⟨

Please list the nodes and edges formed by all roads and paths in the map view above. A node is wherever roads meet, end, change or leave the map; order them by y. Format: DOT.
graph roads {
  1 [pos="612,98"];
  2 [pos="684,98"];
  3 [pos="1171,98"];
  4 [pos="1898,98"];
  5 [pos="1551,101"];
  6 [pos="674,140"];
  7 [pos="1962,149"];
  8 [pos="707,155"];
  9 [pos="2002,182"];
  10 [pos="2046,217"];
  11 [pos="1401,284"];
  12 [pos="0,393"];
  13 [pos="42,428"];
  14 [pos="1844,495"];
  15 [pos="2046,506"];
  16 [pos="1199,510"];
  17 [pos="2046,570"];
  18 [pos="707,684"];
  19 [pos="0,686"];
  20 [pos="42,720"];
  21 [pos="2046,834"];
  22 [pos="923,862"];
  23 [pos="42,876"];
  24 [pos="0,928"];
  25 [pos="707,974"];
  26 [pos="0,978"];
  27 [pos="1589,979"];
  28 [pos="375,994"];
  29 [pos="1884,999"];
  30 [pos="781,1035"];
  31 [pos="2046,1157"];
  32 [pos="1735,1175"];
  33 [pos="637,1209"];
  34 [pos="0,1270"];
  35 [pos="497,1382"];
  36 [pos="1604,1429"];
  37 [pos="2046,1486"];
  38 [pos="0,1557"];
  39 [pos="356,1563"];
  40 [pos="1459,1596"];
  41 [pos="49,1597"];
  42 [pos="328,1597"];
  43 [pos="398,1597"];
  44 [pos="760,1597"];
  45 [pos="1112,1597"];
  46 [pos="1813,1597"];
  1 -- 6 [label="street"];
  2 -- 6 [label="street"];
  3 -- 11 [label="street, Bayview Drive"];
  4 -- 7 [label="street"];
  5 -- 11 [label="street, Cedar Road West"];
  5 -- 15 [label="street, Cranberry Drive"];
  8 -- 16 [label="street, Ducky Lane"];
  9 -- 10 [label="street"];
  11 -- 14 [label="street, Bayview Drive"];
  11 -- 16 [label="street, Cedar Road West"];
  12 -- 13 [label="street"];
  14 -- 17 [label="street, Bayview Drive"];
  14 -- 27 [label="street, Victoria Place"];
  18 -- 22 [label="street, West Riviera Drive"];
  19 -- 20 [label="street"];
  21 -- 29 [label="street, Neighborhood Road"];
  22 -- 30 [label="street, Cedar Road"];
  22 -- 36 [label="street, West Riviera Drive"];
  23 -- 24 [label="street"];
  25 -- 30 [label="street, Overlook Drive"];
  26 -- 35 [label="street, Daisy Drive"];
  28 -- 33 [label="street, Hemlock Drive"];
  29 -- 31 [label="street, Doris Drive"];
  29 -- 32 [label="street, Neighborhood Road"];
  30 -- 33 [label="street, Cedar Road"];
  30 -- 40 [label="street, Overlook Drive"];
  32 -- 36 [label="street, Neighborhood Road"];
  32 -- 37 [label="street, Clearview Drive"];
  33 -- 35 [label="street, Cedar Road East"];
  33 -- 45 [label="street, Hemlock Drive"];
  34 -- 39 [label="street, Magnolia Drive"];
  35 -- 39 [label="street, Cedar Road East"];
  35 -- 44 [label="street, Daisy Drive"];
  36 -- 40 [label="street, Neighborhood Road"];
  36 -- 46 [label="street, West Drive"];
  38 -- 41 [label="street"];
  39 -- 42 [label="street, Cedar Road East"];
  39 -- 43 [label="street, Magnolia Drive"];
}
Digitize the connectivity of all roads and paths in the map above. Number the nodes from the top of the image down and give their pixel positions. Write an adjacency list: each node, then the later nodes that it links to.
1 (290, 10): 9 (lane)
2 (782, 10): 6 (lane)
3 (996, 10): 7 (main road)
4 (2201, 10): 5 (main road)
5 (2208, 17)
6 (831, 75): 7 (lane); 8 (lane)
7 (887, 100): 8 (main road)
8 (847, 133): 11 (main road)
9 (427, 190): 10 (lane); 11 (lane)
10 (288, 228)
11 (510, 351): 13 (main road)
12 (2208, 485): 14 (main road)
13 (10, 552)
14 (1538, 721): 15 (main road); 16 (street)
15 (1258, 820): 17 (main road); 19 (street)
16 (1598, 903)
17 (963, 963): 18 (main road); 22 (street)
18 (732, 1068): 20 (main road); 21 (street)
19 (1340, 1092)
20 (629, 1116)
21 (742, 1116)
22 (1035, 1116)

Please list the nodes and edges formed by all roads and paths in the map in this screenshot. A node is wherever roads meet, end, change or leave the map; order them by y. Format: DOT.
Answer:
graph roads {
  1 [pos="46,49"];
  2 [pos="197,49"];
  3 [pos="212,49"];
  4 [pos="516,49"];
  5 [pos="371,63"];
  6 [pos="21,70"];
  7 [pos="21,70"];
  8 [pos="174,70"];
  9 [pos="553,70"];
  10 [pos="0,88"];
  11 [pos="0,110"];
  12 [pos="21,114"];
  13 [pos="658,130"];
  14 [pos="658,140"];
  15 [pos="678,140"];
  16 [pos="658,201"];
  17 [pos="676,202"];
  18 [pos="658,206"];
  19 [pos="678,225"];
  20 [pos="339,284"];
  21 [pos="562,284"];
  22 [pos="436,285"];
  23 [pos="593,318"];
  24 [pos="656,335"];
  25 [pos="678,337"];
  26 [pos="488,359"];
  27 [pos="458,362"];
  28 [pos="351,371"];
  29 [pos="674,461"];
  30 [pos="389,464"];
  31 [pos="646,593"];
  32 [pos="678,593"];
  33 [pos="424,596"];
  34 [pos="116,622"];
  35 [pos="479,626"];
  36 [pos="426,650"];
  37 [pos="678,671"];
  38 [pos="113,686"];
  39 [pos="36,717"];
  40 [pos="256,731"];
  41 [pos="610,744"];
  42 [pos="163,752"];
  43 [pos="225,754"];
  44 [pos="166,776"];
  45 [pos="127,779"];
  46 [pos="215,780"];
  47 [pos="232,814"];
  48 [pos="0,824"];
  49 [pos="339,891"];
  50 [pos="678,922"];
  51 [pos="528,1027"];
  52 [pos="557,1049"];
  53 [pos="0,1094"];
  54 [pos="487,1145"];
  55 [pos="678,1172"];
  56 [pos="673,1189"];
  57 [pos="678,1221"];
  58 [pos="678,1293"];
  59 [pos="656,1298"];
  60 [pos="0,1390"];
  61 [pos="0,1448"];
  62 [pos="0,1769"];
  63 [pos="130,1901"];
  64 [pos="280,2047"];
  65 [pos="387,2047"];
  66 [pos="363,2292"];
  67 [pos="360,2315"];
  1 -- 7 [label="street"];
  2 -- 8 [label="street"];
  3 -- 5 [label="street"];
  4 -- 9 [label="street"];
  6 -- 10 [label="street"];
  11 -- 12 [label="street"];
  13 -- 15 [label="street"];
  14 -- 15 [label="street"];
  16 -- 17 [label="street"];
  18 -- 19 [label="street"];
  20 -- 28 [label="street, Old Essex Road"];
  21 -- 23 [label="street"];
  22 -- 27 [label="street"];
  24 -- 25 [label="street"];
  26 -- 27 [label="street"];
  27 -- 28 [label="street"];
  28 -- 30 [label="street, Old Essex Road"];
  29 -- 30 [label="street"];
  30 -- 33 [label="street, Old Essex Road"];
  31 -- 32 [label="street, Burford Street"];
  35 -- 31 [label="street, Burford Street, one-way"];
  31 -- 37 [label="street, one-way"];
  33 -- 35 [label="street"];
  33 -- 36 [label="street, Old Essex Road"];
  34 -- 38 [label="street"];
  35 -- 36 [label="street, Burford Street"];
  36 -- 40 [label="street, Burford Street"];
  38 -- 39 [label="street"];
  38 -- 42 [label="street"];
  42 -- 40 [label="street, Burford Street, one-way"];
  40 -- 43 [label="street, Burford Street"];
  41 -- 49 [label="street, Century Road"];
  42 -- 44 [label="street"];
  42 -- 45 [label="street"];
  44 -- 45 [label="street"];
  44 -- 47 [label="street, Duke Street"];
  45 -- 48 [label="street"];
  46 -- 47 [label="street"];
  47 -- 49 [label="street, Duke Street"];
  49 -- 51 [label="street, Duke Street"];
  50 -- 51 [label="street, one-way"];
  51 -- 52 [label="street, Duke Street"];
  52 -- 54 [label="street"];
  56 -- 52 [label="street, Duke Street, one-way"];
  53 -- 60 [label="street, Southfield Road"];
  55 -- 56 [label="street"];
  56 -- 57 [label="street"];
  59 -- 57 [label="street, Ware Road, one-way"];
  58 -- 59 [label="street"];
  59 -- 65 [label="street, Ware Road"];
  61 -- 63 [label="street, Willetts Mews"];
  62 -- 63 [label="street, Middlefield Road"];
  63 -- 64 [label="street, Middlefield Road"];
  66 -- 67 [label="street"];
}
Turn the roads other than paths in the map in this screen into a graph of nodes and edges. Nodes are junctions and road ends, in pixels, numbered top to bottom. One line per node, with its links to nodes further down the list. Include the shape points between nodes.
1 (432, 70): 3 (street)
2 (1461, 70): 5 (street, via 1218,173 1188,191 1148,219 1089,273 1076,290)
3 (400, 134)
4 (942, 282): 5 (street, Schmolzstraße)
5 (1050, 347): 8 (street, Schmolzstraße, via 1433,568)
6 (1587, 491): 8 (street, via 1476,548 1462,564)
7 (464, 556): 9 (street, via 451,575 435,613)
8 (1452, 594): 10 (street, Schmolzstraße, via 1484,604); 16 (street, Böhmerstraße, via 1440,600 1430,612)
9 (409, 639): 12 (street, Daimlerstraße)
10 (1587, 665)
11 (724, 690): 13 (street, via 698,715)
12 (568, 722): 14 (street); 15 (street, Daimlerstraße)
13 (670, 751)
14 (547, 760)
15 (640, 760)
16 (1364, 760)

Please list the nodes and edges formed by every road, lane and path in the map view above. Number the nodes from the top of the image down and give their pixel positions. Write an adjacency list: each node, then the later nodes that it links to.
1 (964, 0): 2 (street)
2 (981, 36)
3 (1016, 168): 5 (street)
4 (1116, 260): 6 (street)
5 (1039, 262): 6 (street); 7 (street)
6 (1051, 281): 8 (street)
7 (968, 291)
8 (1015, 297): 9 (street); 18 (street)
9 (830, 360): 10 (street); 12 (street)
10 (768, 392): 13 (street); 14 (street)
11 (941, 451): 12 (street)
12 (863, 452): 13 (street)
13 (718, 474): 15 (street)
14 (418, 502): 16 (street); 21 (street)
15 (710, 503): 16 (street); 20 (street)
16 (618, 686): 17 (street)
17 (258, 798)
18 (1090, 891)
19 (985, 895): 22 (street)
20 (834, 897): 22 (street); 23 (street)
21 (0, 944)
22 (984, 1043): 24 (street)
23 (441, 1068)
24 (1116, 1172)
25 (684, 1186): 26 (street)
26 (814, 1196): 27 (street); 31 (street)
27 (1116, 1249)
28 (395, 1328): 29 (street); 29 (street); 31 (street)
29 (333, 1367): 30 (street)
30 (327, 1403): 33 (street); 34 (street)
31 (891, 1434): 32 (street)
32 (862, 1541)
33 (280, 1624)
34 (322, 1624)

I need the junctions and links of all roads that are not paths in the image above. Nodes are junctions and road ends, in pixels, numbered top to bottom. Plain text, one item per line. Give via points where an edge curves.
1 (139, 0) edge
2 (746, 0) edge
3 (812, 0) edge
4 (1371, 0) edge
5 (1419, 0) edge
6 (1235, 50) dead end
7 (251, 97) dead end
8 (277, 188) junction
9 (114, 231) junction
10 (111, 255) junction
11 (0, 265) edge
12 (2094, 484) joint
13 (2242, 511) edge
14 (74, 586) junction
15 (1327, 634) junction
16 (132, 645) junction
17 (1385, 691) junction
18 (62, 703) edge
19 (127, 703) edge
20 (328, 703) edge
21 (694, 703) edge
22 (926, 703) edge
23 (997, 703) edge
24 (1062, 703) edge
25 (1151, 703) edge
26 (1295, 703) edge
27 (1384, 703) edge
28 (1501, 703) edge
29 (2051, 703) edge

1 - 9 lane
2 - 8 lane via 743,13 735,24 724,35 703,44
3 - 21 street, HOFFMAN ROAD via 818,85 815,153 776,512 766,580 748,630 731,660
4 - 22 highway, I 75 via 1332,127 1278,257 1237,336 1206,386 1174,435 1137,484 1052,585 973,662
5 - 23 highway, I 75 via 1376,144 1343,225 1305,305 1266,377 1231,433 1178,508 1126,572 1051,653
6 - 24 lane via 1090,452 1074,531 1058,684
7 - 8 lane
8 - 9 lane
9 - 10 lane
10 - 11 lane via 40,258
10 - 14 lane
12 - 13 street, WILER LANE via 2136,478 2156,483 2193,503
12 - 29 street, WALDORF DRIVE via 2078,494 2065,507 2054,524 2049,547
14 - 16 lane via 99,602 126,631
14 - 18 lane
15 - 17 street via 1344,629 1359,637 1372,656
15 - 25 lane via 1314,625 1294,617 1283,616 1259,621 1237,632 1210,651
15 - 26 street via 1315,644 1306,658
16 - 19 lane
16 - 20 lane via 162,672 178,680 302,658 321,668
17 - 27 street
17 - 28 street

⟩

Go through the entries. Report every line that contains the word "Middlefield".

TASK ANSWER:
  62 -- 63 [label="street, Middlefield Road"];
  63 -- 64 [label="street, Middlefield Road"];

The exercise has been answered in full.